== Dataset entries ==
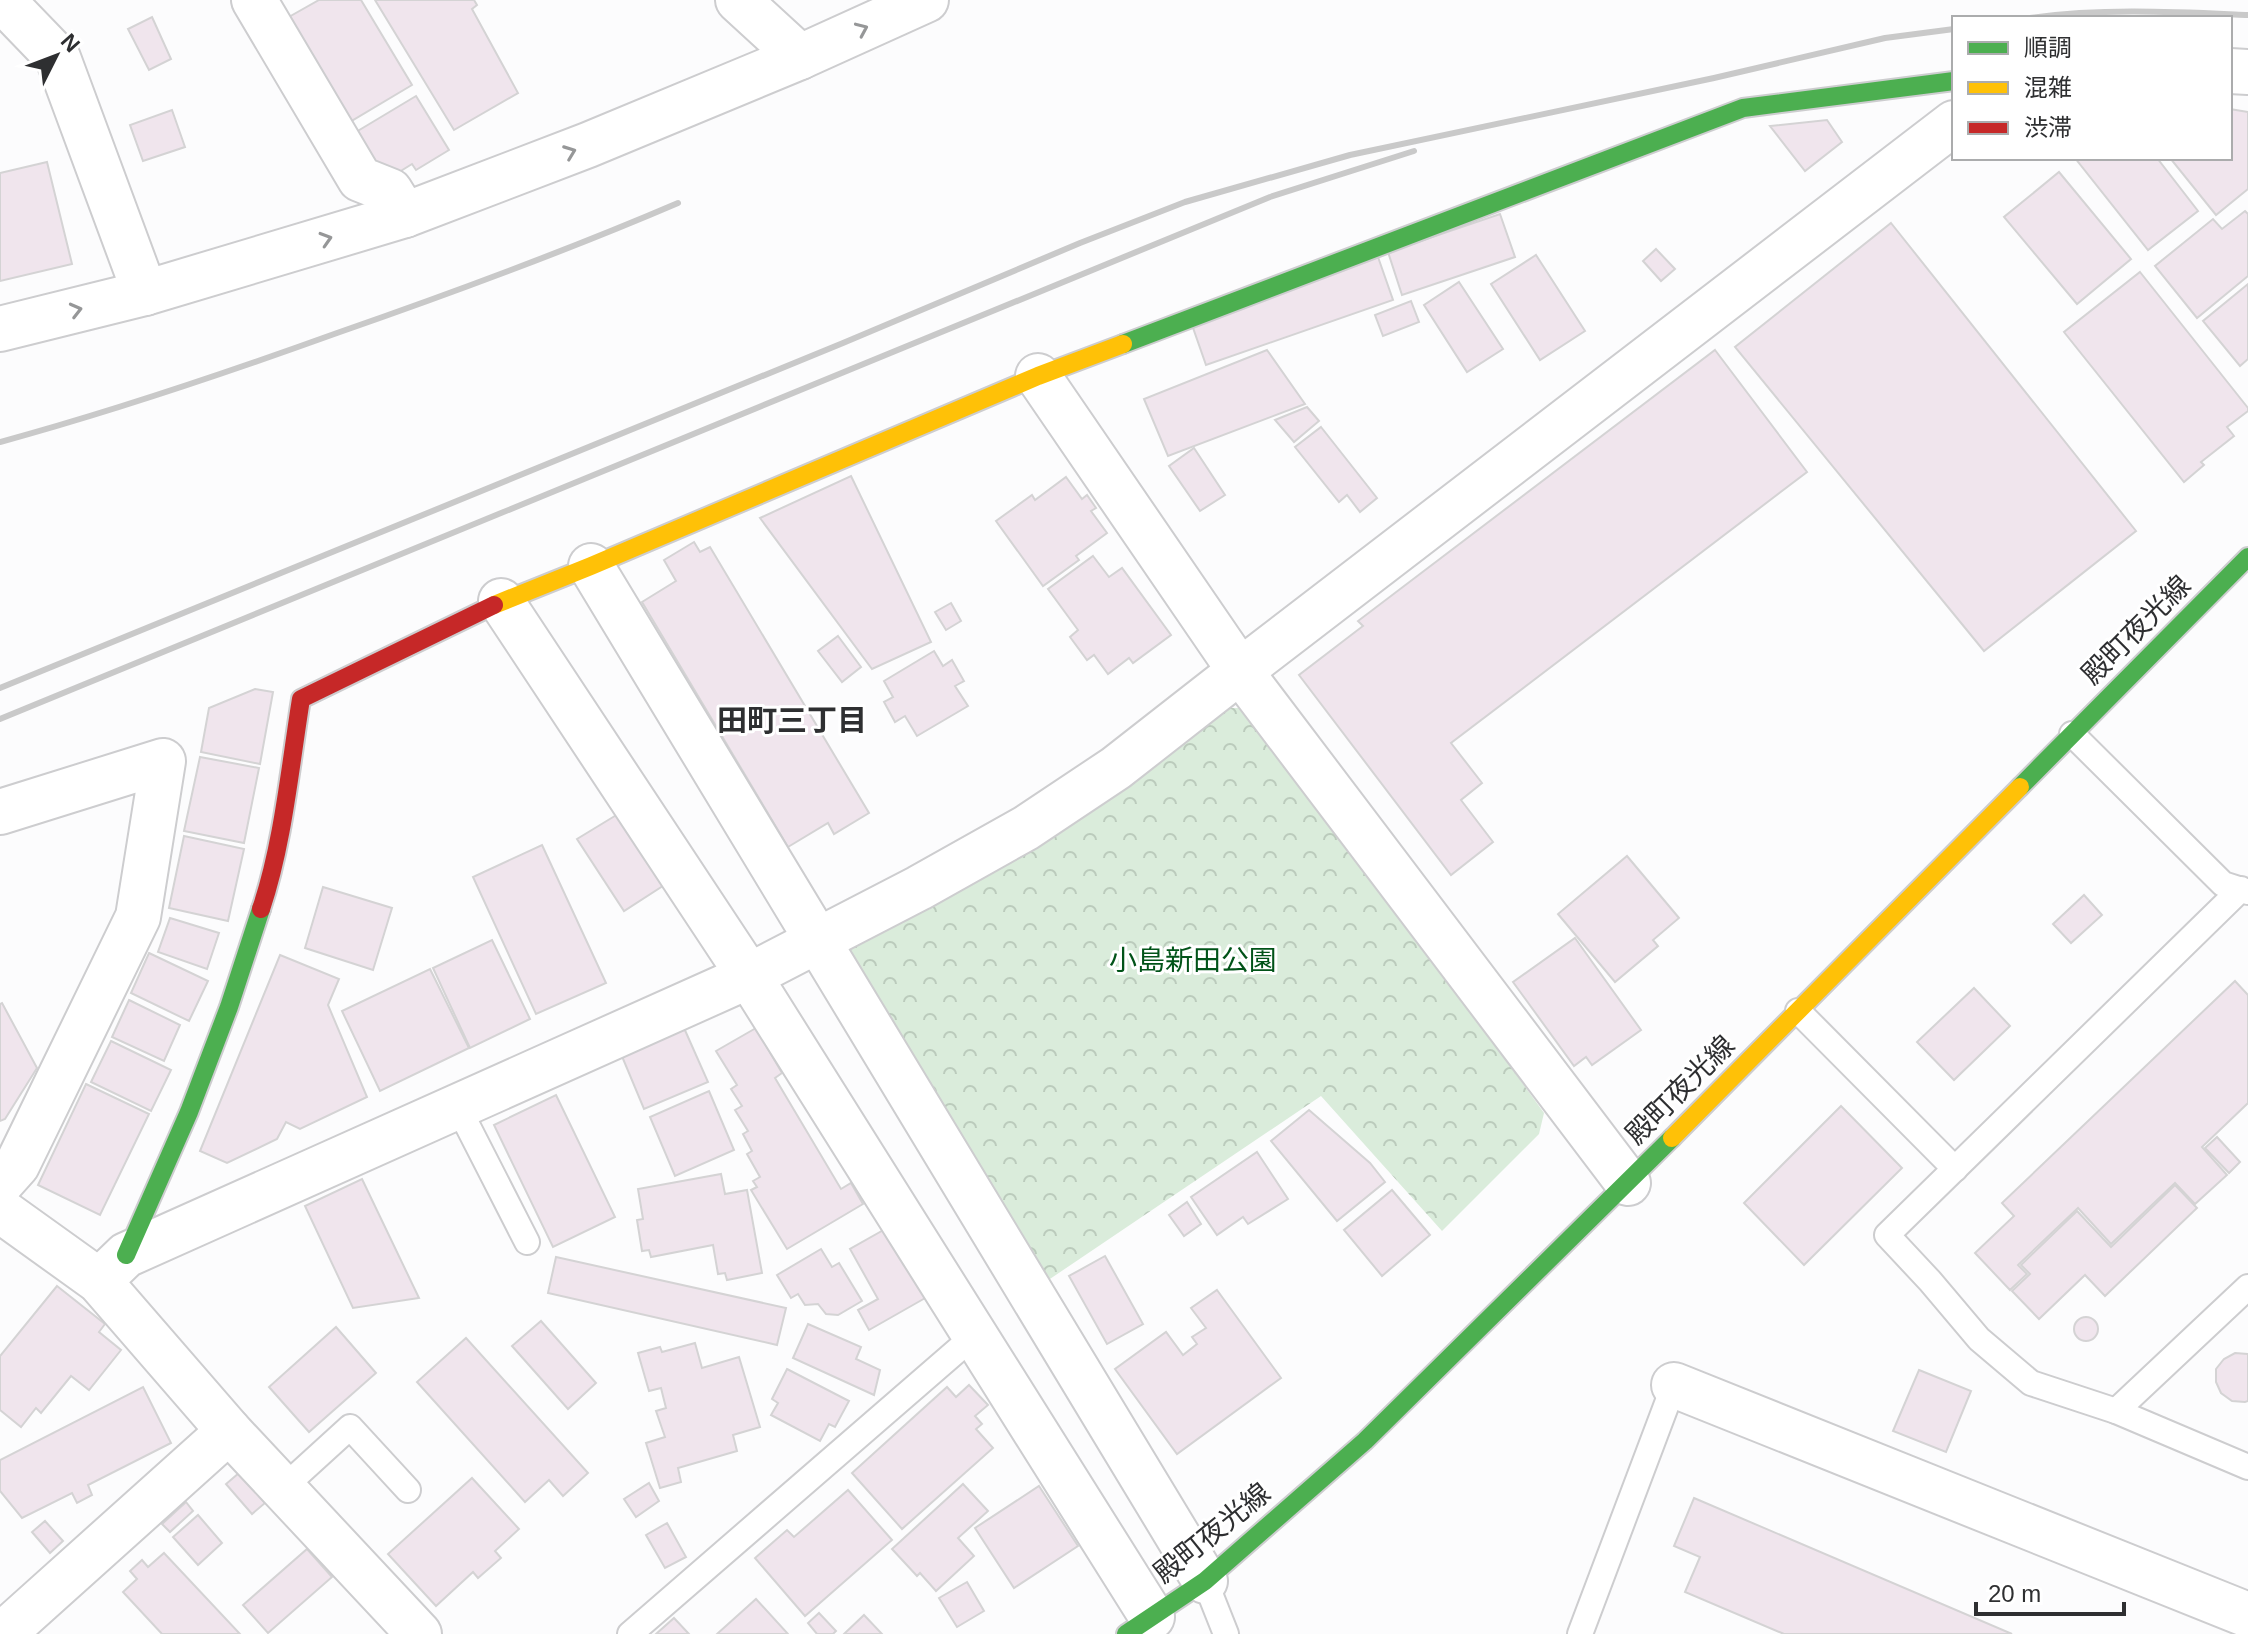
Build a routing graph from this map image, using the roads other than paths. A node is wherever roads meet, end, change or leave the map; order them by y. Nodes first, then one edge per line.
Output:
1 (2, 0) edge
2 (254, 0) edge
3 (738, 0) edge
4 (926, 0) edge
5 (800, 57) junction
6 (1952, 81) edge
7 (1952, 125) edge
8 (405, 215) junction
9 (145, 293) junction
10 (0, 329) edge
11 (1038, 376) junction
12 (2248, 557) edge
13 (591, 566) junction
14 (501, 601) junction
15 (1240, 671) junction
16 (2072, 734) junction
17 (0, 812) edge
18 (2245, 890) edge
19 (817, 941) junction
20 (749, 976) junction
21 (1798, 1011) junction
22 (458, 1107) junction
23 (1955, 1169) junction
24 (1628, 1183) junction
25 (0, 1184) edge
26 (0, 1210) edge
27 (527, 1242) dead end
28 (113, 1268) junction
29 (2248, 1287) edge
30 (975, 1335) junction
31 (1674, 1385) joint
32 (2116, 1411) junction
33 (229, 1431) junction
34 (2248, 1467) edge
35 (283, 1488) junction
36 (408, 1490) dead end
37 (1205, 1581) junction
38 (2248, 1615) edge
39 (1146, 1628) edge
40 (3, 1634) edge
41 (419, 1634) edge
42 (630, 1634) edge
43 (1226, 1634) edge
44 (1580, 1634) edge

1 - 9 street
2 - 8 street
3 - 5 street
5 -> 4 street
8 -> 5 street
6 - 11 street
7 - 15 street
9 -> 8 street
10 -> 9 street
11 - 13 street
11 - 15 street
12 - 16 street, 殿町夜光線
13 - 14 street
13 - 19 street
14 - 20 street
14 - 28 street
15 - 19 street
15 - 24 street
16 - 18 lane
16 - 21 street, 殿町夜光線
17 - 25 street
18 - 23 lane
19 - 20 street
19 - 37 street
20 - 22 street
20 - 30 street
21 - 23 lane
21 - 24 street, 殿町夜光線
22 - 27 lane
22 - 28 street
23 - 32 lane
24 - 37 street, 殿町夜光線
26 - 28 street
28 - 33 street
29 - 32 lane
30 - 39 street
30 - 42 lane
31 - 38 street
31 - 44 lane
32 - 34 lane
33 - 35 street
33 - 40 street
35 - 36 lane
35 - 41 street
37 - 39 street, 殿町夜光線
37 - 43 lane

== WHAT IS BEING ASKED ==
Show a copy of each line from the records above in which the string "dead" occurs.

== ANSWER TO THIS TASK ==
27 (527, 1242) dead end
36 (408, 1490) dead end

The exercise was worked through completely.